■ REQUIRED ACTION ■
Your task is to transcribe the entries below exactly, from their first line down to the line containing "Build a routing graph from the", and to stop there.

■ DATA TO PROCESS ■
· · · · · · ·
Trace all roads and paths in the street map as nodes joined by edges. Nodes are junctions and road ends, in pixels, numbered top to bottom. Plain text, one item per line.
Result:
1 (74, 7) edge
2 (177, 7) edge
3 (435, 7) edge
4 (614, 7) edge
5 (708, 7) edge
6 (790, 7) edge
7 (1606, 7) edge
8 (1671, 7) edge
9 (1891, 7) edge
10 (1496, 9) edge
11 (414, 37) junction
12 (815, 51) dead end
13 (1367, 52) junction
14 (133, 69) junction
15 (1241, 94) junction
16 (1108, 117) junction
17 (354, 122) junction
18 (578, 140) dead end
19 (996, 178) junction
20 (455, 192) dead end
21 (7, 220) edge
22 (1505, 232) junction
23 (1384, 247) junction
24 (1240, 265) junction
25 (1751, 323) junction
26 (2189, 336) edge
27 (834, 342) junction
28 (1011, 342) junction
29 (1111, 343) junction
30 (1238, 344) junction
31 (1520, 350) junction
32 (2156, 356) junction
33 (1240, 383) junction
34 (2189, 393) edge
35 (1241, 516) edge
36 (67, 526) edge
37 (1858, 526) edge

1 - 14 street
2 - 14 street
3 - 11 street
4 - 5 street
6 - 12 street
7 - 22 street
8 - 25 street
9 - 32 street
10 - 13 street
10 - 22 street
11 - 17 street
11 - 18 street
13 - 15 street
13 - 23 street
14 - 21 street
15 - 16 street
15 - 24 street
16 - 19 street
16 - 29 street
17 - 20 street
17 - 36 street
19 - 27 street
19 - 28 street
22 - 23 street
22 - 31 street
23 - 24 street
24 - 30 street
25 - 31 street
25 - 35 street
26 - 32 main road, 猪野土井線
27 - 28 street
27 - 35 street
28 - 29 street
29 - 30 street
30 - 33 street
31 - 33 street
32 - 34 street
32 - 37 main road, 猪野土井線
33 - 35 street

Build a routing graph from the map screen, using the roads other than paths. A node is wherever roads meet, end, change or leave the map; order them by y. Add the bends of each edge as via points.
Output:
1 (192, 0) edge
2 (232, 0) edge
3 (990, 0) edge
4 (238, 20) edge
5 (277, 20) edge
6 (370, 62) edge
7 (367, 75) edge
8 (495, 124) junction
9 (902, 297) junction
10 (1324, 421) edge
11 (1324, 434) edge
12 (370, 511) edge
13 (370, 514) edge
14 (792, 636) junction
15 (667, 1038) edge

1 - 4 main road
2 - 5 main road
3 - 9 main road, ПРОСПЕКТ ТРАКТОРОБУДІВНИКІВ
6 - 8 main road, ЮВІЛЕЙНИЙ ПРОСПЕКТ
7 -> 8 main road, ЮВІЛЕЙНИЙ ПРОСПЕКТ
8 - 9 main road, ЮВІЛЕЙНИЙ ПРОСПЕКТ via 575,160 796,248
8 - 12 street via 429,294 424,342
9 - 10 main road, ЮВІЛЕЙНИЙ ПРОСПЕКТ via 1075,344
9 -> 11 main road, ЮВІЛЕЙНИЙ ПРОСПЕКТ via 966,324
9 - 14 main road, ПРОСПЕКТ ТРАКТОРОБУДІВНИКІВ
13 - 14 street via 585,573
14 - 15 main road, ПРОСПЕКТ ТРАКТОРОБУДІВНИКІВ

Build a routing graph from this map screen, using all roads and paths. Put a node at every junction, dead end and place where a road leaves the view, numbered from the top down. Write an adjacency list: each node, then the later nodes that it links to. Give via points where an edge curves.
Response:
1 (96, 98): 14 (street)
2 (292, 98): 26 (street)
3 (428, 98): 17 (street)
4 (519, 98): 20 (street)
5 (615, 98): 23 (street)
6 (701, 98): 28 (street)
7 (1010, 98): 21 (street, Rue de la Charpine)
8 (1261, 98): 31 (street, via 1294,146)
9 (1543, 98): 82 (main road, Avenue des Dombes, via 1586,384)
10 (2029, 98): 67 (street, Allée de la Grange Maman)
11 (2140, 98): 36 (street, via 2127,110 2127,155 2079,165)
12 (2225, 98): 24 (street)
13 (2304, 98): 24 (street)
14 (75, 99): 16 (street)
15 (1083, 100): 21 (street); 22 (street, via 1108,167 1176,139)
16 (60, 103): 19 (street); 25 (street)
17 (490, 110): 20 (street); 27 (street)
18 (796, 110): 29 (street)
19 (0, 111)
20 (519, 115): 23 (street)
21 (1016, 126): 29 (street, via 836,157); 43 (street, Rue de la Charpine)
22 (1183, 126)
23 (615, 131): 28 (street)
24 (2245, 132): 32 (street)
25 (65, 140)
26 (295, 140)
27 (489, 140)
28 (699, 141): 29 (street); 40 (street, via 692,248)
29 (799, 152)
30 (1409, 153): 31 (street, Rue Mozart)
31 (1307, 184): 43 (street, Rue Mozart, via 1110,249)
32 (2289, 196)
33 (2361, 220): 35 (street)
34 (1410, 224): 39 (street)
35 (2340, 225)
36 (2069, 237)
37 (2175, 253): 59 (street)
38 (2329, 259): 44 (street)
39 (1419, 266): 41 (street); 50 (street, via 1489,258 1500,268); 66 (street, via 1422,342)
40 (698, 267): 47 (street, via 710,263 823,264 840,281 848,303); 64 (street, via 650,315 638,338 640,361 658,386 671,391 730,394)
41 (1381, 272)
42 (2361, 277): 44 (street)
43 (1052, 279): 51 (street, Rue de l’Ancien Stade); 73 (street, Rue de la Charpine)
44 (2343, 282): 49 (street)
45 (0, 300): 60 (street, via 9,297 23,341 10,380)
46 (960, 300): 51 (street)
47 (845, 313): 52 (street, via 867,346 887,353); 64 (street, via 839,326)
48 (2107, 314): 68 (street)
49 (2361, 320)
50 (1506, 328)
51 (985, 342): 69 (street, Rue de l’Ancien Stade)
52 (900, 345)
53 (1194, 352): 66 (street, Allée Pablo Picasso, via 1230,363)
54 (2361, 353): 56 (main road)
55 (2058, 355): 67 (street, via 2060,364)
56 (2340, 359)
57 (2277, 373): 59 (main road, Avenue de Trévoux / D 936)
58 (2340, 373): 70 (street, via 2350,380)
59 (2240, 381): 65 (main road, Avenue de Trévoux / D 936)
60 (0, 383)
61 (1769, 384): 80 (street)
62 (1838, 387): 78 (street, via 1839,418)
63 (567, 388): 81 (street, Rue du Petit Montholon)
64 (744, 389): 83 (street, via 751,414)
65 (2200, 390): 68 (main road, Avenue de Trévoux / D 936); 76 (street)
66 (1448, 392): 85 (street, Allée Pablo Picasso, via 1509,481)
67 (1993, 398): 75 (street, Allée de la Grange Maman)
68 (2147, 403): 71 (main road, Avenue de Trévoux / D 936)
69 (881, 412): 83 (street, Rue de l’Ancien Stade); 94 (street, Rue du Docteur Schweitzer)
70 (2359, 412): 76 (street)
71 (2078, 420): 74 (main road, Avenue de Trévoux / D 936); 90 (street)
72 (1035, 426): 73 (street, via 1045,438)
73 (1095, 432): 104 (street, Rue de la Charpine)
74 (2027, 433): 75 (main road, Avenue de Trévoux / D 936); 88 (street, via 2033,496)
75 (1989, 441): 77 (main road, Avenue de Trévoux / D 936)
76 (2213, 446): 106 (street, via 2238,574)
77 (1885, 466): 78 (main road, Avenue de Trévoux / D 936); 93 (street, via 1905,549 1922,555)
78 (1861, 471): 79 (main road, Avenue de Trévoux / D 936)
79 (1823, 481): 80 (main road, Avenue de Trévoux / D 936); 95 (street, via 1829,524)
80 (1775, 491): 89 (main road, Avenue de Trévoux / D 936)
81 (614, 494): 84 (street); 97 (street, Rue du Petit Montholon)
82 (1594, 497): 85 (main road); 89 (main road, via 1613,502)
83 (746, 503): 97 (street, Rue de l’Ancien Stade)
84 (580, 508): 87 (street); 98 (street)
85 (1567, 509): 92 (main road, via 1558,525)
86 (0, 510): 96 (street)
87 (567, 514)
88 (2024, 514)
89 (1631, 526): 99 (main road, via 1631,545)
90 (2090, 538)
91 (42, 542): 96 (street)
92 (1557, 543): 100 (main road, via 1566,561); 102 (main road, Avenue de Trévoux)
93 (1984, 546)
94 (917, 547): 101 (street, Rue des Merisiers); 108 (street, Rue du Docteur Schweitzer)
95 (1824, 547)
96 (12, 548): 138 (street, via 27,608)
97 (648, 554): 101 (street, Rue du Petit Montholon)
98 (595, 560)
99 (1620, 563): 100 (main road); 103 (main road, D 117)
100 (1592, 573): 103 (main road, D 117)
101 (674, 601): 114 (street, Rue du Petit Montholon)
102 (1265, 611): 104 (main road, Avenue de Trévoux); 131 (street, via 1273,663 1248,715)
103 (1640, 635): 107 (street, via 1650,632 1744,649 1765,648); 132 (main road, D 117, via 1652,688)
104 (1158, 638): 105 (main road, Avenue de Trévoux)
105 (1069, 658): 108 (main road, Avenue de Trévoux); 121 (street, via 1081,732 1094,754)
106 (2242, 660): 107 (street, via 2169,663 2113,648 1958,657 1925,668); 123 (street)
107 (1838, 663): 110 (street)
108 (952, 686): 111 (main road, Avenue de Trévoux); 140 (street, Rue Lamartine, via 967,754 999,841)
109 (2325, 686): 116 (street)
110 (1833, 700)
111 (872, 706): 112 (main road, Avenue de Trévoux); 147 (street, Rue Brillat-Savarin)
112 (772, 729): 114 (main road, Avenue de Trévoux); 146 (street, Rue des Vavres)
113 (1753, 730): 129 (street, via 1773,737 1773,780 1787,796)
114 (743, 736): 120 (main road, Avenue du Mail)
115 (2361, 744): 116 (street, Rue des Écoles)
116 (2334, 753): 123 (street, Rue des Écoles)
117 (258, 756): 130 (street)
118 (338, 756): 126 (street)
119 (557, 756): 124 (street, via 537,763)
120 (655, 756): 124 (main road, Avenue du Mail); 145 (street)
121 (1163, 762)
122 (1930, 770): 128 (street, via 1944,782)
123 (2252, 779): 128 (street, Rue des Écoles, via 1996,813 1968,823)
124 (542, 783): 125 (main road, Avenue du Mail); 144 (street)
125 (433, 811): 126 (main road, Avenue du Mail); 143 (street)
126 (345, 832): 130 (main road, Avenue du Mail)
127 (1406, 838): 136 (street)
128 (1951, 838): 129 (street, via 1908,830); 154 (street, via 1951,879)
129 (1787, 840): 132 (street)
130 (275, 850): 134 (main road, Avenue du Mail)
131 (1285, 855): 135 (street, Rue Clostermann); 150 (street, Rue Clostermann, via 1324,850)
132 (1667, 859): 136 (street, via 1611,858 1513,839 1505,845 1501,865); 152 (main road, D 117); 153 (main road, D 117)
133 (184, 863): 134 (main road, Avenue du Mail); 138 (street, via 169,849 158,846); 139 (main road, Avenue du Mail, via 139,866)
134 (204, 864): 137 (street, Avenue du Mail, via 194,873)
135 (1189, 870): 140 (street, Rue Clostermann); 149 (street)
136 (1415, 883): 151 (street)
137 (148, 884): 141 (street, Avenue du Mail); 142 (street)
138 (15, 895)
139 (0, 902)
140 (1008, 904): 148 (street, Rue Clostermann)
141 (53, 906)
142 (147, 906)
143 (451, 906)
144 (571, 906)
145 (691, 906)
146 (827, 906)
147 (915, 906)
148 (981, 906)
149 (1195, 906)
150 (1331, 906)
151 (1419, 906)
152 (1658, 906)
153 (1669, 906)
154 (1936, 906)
· · · · · · ·
■ SOLVED PROBLEM ■
Trace all roads and paths in the street map as nodes joined by edges. Nodes are junctions and road ends, in pixels, numbered top to bottom. Plain text, one item per line.
Result:
1 (74, 7) edge
2 (177, 7) edge
3 (435, 7) edge
4 (614, 7) edge
5 (708, 7) edge
6 (790, 7) edge
7 (1606, 7) edge
8 (1671, 7) edge
9 (1891, 7) edge
10 (1496, 9) edge
11 (414, 37) junction
12 (815, 51) dead end
13 (1367, 52) junction
14 (133, 69) junction
15 (1241, 94) junction
16 (1108, 117) junction
17 (354, 122) junction
18 (578, 140) dead end
19 (996, 178) junction
20 (455, 192) dead end
21 (7, 220) edge
22 (1505, 232) junction
23 (1384, 247) junction
24 (1240, 265) junction
25 (1751, 323) junction
26 (2189, 336) edge
27 (834, 342) junction
28 (1011, 342) junction
29 (1111, 343) junction
30 (1238, 344) junction
31 (1520, 350) junction
32 (2156, 356) junction
33 (1240, 383) junction
34 (2189, 393) edge
35 (1241, 516) edge
36 (67, 526) edge
37 (1858, 526) edge

1 - 14 street
2 - 14 street
3 - 11 street
4 - 5 street
6 - 12 street
7 - 22 street
8 - 25 street
9 - 32 street
10 - 13 street
10 - 22 street
11 - 17 street
11 - 18 street
13 - 15 street
13 - 23 street
14 - 21 street
15 - 16 street
15 - 24 street
16 - 19 street
16 - 29 street
17 - 20 street
17 - 36 street
19 - 27 street
19 - 28 street
22 - 23 street
22 - 31 street
23 - 24 street
24 - 30 street
25 - 31 street
25 - 35 street
26 - 32 main road, 猪野土井線
27 - 28 street
27 - 35 street
28 - 29 street
29 - 30 street
30 - 33 street
31 - 33 street
32 - 34 street
32 - 37 main road, 猪野土井線
33 - 35 street

Build a routing graph from the map screen, using the roads other than paths. A node is wherever roads meet, end, change or leave the map; order them by y. Add the bends of each edge as via points.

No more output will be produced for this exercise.